Draped in silk, she bent down to smell the tea roses, so their vapor would overcome her tears. With a gentle hand, she cultivated a garden that brought her closer to her love story’s beginning.
He gave her a small sapphire and diamond engagement ring before he married her in 1796, an intimate reminder that she would never be alone.
Two days later, he went to Italy to lead the French army, but could think of nothing but love. “You to whom nature has given spirit, sweetness, and beauty, you who alone can move and rule my heart, you who know all too well the absolute empire you exercise over it!”
His love seemed hardly worth thinking of because it was certain. She had an affair.
When he found out, his sorrow could not be mended. Love turned to anger, and he would never give all of his heart to anyone again. “Power is my mistress,” he said.

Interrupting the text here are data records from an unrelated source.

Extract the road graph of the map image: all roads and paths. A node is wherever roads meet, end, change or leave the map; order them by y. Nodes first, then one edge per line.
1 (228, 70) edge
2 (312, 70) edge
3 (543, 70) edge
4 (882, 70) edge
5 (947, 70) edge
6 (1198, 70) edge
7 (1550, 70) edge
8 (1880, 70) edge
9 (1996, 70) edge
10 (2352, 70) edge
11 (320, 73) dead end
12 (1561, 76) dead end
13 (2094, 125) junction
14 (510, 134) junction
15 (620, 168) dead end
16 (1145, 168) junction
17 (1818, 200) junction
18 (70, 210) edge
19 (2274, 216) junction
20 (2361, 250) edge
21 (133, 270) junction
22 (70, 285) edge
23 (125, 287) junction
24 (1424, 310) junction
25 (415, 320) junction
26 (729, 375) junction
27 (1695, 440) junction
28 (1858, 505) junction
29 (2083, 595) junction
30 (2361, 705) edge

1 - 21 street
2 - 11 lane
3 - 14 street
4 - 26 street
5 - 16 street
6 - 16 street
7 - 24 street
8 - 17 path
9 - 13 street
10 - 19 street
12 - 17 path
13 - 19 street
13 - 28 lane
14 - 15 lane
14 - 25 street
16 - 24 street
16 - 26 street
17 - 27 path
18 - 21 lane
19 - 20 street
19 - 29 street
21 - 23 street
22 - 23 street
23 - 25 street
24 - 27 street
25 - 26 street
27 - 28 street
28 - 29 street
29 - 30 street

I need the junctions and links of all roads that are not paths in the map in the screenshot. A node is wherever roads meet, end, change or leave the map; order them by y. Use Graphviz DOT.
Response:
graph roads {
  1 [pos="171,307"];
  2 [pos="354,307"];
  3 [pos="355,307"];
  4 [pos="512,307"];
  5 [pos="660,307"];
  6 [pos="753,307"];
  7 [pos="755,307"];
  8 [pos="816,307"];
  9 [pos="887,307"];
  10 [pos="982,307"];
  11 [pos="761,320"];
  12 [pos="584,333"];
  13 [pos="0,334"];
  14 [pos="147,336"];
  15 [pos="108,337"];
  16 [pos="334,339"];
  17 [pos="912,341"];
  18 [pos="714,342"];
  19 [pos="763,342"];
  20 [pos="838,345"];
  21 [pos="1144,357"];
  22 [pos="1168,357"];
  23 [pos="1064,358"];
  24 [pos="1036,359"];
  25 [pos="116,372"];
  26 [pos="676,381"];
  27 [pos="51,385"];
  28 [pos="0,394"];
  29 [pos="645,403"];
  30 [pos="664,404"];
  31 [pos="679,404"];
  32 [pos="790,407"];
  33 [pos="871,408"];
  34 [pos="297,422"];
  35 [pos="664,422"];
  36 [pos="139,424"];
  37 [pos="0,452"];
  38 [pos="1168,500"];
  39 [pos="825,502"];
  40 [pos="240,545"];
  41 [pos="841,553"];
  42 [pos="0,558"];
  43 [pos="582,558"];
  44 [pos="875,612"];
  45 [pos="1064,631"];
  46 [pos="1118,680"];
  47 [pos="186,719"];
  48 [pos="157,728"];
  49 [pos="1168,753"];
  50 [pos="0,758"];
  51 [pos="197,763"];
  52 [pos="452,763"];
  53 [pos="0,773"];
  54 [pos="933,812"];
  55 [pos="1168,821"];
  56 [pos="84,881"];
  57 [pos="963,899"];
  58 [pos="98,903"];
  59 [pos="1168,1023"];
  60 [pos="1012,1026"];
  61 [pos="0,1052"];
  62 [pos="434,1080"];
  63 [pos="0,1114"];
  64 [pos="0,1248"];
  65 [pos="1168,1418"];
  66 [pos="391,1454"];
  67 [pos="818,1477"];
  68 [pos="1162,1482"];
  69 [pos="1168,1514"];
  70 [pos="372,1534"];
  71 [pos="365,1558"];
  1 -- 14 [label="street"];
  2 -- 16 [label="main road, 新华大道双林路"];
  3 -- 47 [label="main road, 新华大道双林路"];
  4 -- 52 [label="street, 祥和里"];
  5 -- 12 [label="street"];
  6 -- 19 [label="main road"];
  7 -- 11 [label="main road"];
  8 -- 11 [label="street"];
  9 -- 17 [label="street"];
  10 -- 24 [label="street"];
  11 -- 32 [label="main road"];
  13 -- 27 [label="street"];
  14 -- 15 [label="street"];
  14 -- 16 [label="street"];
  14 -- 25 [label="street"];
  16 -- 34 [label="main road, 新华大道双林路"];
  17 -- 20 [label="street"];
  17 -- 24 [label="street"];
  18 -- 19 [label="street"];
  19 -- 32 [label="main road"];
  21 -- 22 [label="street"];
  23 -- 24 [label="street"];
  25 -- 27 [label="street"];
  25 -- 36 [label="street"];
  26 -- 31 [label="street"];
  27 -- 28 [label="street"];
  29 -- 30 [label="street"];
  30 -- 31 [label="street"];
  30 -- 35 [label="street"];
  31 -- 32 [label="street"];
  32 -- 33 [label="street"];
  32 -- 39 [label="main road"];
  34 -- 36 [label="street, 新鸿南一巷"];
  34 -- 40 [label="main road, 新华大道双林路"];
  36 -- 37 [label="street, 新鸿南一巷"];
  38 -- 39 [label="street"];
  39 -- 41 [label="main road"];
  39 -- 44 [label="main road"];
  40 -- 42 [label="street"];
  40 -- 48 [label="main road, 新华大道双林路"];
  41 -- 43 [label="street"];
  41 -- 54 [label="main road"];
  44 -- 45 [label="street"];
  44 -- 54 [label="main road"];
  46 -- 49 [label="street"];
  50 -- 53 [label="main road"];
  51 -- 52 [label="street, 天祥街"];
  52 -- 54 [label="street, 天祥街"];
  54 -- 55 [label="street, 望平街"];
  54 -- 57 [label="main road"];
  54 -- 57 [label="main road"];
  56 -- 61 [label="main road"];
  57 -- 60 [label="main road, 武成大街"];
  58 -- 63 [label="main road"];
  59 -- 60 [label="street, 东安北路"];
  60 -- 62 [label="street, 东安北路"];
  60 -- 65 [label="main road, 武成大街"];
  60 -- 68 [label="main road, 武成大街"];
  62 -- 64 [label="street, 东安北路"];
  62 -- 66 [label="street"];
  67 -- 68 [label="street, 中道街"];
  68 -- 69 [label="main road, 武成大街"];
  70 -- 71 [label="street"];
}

As their marriage progressed, her love became true, but she couldn’t give him a male heir. Screams could be heard throughout the palace on 30 November 1809, when he made it clear he had to divorce her and marry a younger woman.
Napoleon sent his Josephine to the Château de Malmaison, where she collected plants from all the lands he conquered. She also created a rose garden for every rose in the world. Her horticulturist even created new varieties. Could beauty’s bloom turn back time?
The rose “Souvenir de la Malmaison” was named after her. The engagement ring sold for $948,000 in 2013 at Osenat Auction House.
When Josephine died of pneumonia in 1814, Napoleon wouldn’t come out of his room for two days. On his deathbed, his last words were “France, l’armée, tête d’armée, Joséphine.”